*Dataset entries*.
_ _ _ _ _ _ _
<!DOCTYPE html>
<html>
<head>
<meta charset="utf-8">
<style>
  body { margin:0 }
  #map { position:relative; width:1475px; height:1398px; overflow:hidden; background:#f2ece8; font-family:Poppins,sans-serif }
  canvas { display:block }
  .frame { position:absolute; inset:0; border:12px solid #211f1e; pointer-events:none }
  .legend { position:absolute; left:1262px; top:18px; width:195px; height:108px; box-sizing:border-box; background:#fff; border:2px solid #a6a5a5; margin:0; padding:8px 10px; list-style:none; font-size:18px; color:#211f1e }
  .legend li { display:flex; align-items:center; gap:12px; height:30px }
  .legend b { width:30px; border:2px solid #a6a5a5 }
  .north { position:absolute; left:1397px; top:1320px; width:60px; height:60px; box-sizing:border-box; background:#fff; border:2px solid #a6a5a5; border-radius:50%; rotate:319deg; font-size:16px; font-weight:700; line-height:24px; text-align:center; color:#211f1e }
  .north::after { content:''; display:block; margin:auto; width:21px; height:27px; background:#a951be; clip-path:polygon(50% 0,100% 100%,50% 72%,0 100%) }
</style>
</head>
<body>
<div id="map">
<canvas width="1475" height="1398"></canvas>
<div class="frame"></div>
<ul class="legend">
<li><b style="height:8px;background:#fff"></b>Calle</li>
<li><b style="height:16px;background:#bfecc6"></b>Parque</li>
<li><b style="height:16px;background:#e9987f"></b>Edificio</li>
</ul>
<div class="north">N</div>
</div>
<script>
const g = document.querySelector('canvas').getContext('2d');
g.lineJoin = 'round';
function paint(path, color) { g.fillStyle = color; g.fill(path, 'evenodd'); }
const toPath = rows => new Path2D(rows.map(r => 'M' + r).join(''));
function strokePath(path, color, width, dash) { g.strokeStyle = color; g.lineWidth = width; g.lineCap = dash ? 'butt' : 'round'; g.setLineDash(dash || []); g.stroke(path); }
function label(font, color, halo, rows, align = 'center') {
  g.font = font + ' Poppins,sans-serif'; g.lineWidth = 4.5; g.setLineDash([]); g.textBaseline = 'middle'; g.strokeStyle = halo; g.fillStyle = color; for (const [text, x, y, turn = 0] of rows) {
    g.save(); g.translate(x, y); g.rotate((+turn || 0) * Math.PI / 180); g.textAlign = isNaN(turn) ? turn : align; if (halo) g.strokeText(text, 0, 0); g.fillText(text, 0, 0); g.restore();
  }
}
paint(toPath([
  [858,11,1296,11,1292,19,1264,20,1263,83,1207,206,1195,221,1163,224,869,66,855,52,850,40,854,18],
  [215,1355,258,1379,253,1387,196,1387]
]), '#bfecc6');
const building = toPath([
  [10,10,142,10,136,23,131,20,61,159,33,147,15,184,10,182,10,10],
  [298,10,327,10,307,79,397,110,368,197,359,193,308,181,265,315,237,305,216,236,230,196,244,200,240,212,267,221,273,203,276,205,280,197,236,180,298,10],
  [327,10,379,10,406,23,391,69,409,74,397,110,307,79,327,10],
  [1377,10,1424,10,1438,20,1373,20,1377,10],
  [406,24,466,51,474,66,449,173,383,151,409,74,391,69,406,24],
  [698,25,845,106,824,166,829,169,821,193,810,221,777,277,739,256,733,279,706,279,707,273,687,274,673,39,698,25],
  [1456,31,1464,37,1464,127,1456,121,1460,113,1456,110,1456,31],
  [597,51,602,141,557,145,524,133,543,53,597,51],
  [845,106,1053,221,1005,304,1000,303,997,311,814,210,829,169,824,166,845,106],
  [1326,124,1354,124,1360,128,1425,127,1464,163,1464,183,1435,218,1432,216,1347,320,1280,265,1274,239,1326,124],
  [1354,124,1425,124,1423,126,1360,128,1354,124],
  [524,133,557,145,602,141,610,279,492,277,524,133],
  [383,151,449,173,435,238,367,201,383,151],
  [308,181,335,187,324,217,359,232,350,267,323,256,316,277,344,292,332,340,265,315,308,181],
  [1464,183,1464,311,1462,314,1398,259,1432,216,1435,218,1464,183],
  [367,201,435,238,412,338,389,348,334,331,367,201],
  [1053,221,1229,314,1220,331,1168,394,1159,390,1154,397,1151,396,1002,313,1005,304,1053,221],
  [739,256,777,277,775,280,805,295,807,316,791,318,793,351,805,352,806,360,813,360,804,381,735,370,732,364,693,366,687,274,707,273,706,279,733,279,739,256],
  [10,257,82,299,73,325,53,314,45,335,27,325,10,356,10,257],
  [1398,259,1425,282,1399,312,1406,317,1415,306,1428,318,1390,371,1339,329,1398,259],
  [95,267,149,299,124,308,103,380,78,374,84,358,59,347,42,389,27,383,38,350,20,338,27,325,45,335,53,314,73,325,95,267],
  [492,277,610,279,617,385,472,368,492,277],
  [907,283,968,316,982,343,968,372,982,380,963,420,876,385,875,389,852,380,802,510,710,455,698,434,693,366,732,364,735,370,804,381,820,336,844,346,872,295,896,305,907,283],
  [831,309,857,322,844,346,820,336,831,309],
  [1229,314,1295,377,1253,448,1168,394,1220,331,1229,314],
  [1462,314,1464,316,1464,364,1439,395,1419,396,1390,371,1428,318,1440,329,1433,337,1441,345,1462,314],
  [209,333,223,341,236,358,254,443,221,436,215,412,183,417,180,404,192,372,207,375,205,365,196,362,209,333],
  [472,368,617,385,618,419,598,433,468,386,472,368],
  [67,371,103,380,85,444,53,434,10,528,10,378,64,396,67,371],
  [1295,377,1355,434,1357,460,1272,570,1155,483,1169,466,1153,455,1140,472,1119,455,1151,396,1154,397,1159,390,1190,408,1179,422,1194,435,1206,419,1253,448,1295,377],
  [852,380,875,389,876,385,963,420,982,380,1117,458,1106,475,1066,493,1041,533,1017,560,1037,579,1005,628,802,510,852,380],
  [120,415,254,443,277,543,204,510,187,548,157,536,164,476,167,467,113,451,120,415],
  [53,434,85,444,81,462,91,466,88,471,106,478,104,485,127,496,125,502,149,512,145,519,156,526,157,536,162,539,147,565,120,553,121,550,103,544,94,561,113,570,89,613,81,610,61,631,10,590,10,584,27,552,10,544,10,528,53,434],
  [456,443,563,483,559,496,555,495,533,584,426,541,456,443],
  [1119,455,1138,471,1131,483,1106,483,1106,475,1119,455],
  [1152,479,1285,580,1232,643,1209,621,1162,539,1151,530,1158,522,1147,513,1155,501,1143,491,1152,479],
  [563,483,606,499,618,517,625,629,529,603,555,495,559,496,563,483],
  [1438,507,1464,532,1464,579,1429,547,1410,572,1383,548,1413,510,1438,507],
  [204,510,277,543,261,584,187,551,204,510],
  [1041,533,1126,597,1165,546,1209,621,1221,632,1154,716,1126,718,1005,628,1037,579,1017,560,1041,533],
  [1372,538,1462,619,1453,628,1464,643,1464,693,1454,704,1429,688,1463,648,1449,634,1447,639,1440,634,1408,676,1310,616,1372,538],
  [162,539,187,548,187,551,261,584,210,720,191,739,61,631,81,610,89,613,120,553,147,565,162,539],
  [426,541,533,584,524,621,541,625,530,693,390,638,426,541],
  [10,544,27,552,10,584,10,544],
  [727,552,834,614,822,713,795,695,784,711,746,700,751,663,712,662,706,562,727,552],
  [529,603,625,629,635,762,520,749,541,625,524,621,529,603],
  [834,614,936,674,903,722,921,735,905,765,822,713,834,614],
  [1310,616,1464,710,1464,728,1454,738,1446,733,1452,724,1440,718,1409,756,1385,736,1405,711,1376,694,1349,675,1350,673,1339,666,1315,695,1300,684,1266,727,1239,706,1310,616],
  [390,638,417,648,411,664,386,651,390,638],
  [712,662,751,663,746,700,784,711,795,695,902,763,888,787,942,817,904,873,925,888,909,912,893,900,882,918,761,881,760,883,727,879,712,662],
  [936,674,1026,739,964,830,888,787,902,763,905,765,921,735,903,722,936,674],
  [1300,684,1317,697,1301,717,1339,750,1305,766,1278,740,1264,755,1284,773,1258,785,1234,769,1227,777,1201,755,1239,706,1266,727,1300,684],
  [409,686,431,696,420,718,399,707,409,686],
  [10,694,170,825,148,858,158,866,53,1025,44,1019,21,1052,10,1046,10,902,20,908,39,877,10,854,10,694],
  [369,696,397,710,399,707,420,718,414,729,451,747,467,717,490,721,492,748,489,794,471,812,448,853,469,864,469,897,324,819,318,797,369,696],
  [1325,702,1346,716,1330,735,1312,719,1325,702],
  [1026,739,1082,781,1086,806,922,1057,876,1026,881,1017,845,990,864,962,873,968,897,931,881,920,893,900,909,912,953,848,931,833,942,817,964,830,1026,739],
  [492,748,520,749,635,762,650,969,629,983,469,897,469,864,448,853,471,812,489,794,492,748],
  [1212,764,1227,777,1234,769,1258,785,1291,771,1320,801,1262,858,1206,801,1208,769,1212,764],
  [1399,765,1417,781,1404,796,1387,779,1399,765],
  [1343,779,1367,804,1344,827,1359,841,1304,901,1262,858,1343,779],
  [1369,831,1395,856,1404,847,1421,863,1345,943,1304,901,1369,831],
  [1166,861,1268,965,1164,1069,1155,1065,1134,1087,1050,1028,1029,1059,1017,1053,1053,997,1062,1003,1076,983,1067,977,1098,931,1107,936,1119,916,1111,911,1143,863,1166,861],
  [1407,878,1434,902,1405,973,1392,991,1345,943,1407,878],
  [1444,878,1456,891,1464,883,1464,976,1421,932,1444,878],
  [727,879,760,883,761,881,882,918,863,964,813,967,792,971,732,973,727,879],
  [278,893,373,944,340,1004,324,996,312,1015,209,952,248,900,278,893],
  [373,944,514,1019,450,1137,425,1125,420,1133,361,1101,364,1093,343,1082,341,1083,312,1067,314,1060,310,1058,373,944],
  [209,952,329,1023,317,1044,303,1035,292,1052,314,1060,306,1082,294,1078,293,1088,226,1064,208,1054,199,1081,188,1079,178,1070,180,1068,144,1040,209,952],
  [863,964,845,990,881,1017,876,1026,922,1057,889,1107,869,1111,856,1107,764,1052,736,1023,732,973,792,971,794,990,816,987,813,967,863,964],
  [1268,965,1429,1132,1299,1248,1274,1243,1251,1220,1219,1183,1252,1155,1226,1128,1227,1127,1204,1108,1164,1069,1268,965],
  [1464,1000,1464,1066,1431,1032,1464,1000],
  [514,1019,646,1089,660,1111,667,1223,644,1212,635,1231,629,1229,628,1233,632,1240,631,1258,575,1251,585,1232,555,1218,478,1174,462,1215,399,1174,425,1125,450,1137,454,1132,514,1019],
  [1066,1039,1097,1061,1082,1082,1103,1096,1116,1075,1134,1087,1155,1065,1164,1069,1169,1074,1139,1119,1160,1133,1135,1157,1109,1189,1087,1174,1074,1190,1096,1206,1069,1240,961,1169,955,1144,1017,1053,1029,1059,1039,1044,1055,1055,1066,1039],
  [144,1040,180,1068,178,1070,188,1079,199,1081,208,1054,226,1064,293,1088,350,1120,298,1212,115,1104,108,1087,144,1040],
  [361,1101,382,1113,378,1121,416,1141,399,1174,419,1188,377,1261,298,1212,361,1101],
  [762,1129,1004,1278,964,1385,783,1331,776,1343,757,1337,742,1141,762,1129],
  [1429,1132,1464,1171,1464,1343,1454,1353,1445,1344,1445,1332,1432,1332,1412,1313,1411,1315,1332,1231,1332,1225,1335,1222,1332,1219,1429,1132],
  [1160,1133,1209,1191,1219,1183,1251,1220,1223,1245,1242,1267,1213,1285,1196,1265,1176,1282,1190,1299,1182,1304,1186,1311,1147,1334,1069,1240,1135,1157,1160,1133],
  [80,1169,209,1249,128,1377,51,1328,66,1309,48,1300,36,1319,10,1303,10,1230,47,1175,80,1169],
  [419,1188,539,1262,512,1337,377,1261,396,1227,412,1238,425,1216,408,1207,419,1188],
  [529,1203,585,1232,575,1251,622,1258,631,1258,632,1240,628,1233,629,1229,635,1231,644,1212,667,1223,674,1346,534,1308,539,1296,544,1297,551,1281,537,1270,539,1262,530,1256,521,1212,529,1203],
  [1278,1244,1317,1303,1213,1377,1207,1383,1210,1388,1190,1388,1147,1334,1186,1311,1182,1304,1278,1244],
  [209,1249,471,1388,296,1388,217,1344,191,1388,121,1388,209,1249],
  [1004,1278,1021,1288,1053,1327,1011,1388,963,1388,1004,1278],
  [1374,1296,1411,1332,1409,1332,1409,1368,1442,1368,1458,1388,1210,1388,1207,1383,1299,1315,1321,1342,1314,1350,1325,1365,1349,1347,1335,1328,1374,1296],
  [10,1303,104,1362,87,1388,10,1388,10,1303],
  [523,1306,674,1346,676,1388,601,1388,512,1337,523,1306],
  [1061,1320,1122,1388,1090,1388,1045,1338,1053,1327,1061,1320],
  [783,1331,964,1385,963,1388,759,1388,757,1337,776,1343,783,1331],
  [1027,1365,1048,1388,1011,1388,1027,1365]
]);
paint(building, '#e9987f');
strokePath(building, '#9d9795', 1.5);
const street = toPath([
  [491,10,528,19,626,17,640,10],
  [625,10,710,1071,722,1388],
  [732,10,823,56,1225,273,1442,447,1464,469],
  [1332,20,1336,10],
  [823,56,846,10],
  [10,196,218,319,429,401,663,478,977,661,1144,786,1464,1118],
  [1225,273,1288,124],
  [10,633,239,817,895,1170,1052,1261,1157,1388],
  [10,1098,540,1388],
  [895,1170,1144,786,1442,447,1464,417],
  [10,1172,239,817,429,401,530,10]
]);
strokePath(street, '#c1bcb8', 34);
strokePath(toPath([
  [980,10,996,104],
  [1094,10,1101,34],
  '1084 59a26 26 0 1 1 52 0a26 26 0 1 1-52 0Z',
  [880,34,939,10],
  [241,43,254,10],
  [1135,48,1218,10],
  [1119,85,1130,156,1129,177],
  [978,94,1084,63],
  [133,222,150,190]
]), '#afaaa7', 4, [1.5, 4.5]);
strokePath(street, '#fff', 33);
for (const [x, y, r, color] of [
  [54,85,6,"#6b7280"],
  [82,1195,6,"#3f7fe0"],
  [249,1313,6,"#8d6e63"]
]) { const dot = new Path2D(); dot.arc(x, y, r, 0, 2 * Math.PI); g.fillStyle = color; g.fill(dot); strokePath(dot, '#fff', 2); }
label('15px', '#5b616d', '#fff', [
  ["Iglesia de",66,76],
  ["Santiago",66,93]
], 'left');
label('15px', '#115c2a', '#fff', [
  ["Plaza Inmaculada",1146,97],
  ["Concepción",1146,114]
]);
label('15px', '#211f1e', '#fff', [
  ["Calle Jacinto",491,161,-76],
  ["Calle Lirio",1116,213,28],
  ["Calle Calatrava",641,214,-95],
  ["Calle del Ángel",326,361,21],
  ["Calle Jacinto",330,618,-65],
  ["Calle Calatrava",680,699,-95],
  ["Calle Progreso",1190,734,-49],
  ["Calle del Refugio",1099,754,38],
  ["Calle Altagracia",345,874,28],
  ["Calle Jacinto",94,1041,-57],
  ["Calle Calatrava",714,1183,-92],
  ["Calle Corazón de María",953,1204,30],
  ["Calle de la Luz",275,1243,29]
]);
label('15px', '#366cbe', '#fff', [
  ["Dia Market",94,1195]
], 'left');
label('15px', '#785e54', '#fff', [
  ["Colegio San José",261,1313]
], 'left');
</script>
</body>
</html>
_ _ _ _ _ _ _
*Exercise details*. Set down, exactly as written, each line of the data from its opening line through the one containing "position:absolute; inset:0; border:12px". Output nothing more.

*Task result*.
<!DOCTYPE html>
<html>
<head>
<meta charset="utf-8">
<style>
  body { margin:0 }
  #map { position:relative; width:1475px; height:1398px; overflow:hidden; background:#f2ece8; font-family:Poppins,sans-serif }
  canvas { display:block }
  .frame { position:absolute; inset:0; border:12px solid #211f1e; pointer-events:none }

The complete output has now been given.